Freight railway in China

The Haoji Railway (浩吉铁路 (Hàojí tiělù)), fully known as Kholbolji/Haolebaoji to Ji'an railway (浩勒报吉至吉安铁路 (Hàolèbàojí zhì Jí'ān tiělù)), formerly known as Menghua Railway (West Inner Mongolia to Central China), is a 1813.5 km freight-dedicated railway in China. It runs from Haolebaoji South railway station in Uxin Banner, Ordos City, Inner Mongolia to Ji'an railway station in Ji'an City, Jiangxi.

It was built to facilitate coal transport from Inner Mongolia and Shanxi to China's southern provinces at up to 200 million tons a year. The railway is also the first north-south railway in China that is dedicated to coal, and is built to bypass existing coal transport routes that go via coastal cities by ship. The line will reduce transit time from 20 days by sea to just 3 days. The line connects to existing railways at several points to share maintenance facilities. The design speed of the railway is 120 km/h.

The line was approved in 2014 at a cost of US$27.2 billion, financed by China Railway and several large domestic coal mining companies. The railway was inaugurated on 28 September 2019.

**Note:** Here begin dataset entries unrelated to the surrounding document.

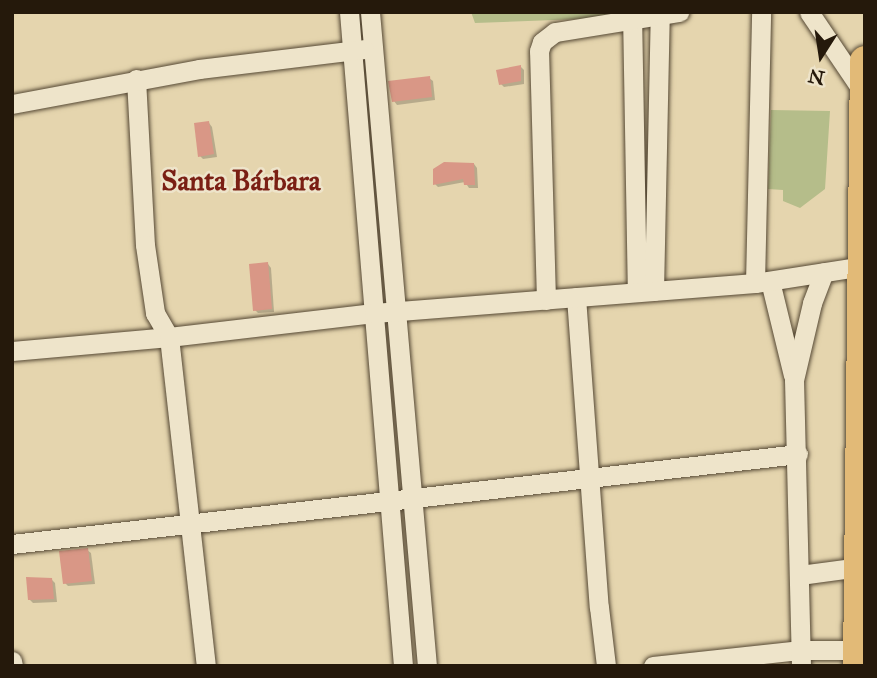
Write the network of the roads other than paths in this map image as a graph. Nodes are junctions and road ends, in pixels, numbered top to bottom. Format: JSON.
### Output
{"nodes":[{"id":1,"x":349,"y":12,"type":"edge"},
{"id":2,"x":370,"y":12,"type":"edge"},
{"id":3,"x":761,"y":12,"type":"edge"},
{"id":4,"x":809,"y":12,"type":"edge"},
{"id":5,"x":669,"y":13,"type":"edge"},
{"id":6,"x":631,"y":17,"type":"edge"},
{"id":7,"x":373,"y":47,"type":"junction"},
{"id":8,"x":352,"y":50,"type":"junction"},
{"id":9,"x":865,"y":61,"type":"edge"},
{"id":10,"x":136,"y":79,"type":"junction"},
{"id":11,"x":864,"y":93,"type":"edge"},
{"id":12,"x":12,"y":104,"type":"edge"},
{"id":13,"x":385,"y":176,"type":"junction"},
{"id":14,"x":363,"y":180,"type":"junction"},
{"id":15,"x":863,"y":266,"type":"edge"},
{"id":16,"x":824,"y":272,"type":"junction"},
{"id":17,"x":762,"y":282,"type":"junction"},
{"id":18,"x":645,"y":291,"type":"junction"},
{"id":19,"x":576,"y":297,"type":"junction"},
{"id":20,"x":546,"y":300,"type":"junction"},
{"id":21,"x":398,"y":312,"type":"junction"},
{"id":22,"x":373,"y":313,"type":"junction"},
{"id":23,"x":169,"y":337,"type":"junction"},
{"id":24,"x":12,"y":351,"type":"edge"},
{"id":25,"x":794,"y":380,"type":"junction"},
{"id":26,"x":797,"y":454,"type":"junction"},
{"id":27,"x":590,"y":480,"type":"junction"},
{"id":28,"x":412,"y":500,"type":"junction"},
{"id":29,"x":391,"y":502,"type":"junction"},
{"id":30,"x":189,"y":525,"type":"junction"},
{"id":31,"x":12,"y":544,"type":"edge"},
{"id":32,"x":860,"y":567,"type":"junction"},
{"id":33,"x":800,"y":575,"type":"junction"},
{"id":34,"x":801,"y":658,"type":"edge"},
{"id":35,"x":858,"y":658,"type":"edge"},
{"id":36,"x":205,"y":666,"type":"edge"},
{"id":37,"x":403,"y":666,"type":"edge"},
{"id":38,"x":427,"y":666,"type":"edge"},
{"id":39,"x":607,"y":666,"type":"edge"},
{"id":40,"x":653,"y":666,"type":"edge"}],
"edges":[{"from":1,"to":8,"type":"street"},
{"from":2,"to":7,"type":"street"},
{"from":3,"to":17,"type":"street"},
{"from":4,"to":11,"type":"street"},
{"from":5,"to":6,"type":"street"},
{"from":5,"to":18,"type":"street"},
{"from":6,"to":18,"type":"street"},
{"from":6,"to":20,"type":"street"},
{"from":7,"to":8,"type":"street"},
{"from":7,"to":13,"type":"street"},
{"from":8,"to":10,"type":"street"},
{"from":8,"to":14,"type":"street"},
{"from":9,"to":11,"type":"highway"},
{"from":10,"to":12,"type":"street"},
{"from":10,"to":23,"type":"street"},
{"from":11,"to":15,"type":"highway"},
{"from":13,"to":14,"type":"street"},
{"from":13,"to":21,"type":"street"},
{"from":14,"to":22,"type":"street"},
{"from":15,"to":16,"type":"street"},
{"from":15,"to":32,"type":"highway"},
{"from":16,"to":17,"type":"street"},
{"from":16,"to":25,"type":"street"},
{"from":17,"to":18,"type":"street"},
{"from":17,"to":25,"type":"street"},
{"from":18,"to":19,"type":"street"},
{"from":19,"to":20,"type":"street"},
{"from":19,"to":27,"type":"street"},
{"from":20,"to":21,"type":"street"},
{"from":21,"to":22,"type":"street"},
{"from":21,"to":28,"type":"street"},
{"from":22,"to":23,"type":"street"},
{"from":22,"to":29,"type":"street"},
{"from":23,"to":24,"type":"street"},
{"from":23,"to":30,"type":"street"},
{"from":25,"to":26,"type":"street"},
{"from":26,"to":27,"type":"street"},
{"from":26,"to":33,"type":"street"},
{"from":27,"to":28,"type":"street"},
{"from":27,"to":39,"type":"street"},
{"from":28,"to":29,"type":"street"},
{"from":28,"to":38,"type":"street"},
{"from":29,"to":30,"type":"street"},
{"from":29,"to":37,"type":"street"},
{"from":30,"to":31,"type":"street"},
{"from":30,"to":36,"type":"street"},
{"from":32,"to":33,"type":"street"},
{"from":32,"to":35,"type":"highway"},
{"from":33,"to":34,"type":"street"},
{"from":34,"to":35,"type":"street"},
{"from":34,"to":40,"type":"street"}]}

==Major engineering works==
- Hanjiang Bridge, 5242 m long cable-stayed bridge carrying the railway over the Hanjiang River.
- An 8 km long viaduct in Hejin.
- Sanmenxia Bridge, a double-level road-rail bridge over the Yellow River at Sanmenxia.
- Dongting Lake Bridge, cable-stayed bridge over Dongting Lake.

==Operating speed==
For Jinzhou-Yueyang section only the designated speed is 200km/h rather than 120km/h, although presently not implemented.